BEGIN DATA SECTION
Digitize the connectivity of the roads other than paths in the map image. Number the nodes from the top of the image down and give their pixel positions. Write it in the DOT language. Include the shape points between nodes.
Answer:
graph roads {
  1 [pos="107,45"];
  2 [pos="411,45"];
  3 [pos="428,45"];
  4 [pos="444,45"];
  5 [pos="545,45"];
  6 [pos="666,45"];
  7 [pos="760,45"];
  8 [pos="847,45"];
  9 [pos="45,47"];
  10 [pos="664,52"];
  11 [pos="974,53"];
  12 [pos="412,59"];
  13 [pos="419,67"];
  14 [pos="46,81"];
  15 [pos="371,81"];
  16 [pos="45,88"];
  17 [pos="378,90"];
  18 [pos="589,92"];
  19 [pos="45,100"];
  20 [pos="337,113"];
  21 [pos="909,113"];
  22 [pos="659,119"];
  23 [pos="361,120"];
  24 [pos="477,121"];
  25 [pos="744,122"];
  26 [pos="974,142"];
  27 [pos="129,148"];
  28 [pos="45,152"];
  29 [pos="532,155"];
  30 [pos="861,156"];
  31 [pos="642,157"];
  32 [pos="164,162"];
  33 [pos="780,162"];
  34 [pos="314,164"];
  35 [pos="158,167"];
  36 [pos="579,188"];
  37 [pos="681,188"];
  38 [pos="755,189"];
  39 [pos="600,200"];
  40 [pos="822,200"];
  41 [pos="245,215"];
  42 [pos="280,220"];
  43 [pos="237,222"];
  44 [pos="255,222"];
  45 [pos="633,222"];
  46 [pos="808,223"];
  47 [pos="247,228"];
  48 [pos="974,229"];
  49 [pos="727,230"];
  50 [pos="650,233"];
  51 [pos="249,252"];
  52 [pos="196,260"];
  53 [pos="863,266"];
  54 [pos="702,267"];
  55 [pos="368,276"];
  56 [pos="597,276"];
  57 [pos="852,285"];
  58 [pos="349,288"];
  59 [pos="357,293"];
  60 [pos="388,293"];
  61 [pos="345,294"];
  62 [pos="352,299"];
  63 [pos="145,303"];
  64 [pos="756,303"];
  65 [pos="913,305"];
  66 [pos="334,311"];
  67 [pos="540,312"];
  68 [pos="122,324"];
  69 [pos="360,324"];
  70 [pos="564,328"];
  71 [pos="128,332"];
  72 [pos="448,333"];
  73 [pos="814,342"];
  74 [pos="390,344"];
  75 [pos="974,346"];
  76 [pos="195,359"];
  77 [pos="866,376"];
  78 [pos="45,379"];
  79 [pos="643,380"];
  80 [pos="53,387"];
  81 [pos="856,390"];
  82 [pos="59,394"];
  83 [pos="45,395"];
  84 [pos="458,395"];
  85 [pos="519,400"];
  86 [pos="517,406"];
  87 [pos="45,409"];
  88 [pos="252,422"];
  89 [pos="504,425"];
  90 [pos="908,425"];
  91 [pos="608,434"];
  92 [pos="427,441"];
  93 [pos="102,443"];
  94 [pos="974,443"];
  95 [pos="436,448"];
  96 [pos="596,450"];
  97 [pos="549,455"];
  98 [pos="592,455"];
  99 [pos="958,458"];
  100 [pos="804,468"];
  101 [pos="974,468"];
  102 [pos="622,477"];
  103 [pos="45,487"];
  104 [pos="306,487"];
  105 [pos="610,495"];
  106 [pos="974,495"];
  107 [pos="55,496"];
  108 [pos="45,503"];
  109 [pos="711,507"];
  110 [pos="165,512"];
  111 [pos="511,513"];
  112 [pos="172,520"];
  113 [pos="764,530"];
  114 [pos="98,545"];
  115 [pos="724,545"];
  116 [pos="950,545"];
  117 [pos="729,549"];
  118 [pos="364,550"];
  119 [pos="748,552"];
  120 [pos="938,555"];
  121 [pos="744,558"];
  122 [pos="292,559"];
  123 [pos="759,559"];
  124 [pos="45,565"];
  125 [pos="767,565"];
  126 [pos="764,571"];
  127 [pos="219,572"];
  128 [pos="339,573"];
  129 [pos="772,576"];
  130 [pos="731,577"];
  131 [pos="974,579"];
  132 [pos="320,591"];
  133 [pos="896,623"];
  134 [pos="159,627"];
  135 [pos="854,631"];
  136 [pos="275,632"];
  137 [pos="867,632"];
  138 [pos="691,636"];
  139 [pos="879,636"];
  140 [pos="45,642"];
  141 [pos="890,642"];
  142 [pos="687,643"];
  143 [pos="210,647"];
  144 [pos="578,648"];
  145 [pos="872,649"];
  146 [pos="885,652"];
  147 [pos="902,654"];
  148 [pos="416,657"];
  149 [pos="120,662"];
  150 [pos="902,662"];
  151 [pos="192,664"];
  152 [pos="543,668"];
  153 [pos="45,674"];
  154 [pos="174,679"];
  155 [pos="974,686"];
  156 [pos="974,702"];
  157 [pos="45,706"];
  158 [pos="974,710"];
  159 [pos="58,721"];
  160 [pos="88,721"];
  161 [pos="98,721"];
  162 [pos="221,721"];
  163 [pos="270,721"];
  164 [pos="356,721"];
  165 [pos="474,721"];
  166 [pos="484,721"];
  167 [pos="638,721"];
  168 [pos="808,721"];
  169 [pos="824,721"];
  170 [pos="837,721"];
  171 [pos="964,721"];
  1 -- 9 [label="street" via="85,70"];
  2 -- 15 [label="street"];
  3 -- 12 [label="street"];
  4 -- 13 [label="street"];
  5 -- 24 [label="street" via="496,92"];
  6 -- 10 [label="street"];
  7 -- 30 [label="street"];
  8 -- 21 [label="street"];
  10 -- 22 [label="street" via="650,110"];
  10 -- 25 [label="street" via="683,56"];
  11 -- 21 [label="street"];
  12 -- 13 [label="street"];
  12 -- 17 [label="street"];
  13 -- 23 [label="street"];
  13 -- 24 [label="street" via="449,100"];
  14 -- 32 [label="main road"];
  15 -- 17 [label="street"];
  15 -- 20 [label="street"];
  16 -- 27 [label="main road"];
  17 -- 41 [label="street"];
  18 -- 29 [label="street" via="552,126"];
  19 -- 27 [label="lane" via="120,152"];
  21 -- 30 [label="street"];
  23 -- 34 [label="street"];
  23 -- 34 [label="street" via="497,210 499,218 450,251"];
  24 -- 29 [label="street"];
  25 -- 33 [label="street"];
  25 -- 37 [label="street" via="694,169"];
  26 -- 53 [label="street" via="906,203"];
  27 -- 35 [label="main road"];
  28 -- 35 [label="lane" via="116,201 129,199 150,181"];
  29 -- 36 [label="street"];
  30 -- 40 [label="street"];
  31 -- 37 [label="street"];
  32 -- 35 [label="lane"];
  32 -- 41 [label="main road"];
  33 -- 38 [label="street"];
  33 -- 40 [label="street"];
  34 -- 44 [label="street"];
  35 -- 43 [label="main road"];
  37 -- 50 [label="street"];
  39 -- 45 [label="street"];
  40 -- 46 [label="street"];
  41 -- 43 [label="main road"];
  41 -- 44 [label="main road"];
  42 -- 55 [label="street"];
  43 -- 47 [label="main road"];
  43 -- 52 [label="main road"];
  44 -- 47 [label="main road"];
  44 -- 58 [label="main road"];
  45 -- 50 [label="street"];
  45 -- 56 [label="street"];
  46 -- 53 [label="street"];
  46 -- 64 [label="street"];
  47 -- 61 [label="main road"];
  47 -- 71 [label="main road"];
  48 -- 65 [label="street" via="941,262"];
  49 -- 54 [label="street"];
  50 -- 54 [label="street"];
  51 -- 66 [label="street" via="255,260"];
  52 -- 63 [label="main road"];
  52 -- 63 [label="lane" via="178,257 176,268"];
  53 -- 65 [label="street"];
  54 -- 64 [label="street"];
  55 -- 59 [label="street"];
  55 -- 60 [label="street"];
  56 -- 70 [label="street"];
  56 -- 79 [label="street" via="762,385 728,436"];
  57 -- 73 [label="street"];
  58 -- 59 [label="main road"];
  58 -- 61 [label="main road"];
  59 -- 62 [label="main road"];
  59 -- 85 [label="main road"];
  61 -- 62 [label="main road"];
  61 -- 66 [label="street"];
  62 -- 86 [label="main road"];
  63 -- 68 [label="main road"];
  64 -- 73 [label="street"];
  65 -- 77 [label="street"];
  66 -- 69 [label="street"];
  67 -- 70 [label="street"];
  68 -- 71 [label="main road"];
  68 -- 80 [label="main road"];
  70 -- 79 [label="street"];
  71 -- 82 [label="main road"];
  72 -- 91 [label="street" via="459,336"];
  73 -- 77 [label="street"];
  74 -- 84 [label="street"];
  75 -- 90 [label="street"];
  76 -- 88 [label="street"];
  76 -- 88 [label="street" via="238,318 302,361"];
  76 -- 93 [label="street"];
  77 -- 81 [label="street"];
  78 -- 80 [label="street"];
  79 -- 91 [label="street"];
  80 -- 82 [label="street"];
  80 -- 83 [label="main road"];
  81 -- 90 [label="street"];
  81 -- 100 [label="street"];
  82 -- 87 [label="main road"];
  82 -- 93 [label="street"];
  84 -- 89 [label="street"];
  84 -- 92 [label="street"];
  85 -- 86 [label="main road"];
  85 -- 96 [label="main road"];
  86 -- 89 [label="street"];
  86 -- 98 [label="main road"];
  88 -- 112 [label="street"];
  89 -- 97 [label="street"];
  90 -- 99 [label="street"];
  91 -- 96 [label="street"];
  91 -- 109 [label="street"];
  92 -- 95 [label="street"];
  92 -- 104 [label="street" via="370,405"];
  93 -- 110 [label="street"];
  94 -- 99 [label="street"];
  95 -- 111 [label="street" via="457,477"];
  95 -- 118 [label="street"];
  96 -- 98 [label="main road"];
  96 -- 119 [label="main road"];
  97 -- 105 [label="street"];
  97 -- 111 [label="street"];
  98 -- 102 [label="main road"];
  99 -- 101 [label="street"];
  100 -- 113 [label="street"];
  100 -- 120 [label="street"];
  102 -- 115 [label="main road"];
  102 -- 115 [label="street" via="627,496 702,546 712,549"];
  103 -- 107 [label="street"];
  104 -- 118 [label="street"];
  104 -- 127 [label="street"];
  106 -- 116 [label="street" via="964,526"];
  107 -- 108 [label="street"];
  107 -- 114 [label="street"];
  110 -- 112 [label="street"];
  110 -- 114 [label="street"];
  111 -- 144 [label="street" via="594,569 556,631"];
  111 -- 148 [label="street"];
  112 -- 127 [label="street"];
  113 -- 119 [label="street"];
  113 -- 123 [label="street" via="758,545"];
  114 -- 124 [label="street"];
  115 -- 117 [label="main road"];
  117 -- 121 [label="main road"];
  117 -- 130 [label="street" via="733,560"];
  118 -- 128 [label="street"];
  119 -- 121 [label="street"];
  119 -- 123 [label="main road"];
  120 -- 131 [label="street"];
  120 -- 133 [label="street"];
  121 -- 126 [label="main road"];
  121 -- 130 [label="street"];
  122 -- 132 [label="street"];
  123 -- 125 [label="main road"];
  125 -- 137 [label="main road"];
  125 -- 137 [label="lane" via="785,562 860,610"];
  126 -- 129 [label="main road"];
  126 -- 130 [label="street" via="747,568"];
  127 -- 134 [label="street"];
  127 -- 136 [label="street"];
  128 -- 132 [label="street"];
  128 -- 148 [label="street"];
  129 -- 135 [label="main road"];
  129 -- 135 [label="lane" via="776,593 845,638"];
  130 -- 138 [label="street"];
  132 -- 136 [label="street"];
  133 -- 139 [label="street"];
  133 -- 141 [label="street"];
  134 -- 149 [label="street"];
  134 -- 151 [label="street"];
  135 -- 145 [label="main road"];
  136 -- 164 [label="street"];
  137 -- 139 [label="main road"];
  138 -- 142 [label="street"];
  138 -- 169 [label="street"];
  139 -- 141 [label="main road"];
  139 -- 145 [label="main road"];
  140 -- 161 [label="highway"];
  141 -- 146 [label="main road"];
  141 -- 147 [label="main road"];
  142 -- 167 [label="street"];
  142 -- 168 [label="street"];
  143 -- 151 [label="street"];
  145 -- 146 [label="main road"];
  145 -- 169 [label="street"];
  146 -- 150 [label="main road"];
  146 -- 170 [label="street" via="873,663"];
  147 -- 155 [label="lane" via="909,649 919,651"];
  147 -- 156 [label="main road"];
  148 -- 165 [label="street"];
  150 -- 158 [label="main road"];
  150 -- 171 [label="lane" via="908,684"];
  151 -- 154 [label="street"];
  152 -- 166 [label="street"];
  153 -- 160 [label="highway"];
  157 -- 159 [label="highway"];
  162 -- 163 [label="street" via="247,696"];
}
END DATA SECTION
* _DESCRIPTION OF THE TASK_:
List every line above that holds the word "highway".

* _ANSWER FOR THIS EXERCISE_:
  140 -- 161 [label="highway"];
  153 -- 160 [label="highway"];
  157 -- 159 [label="highway"];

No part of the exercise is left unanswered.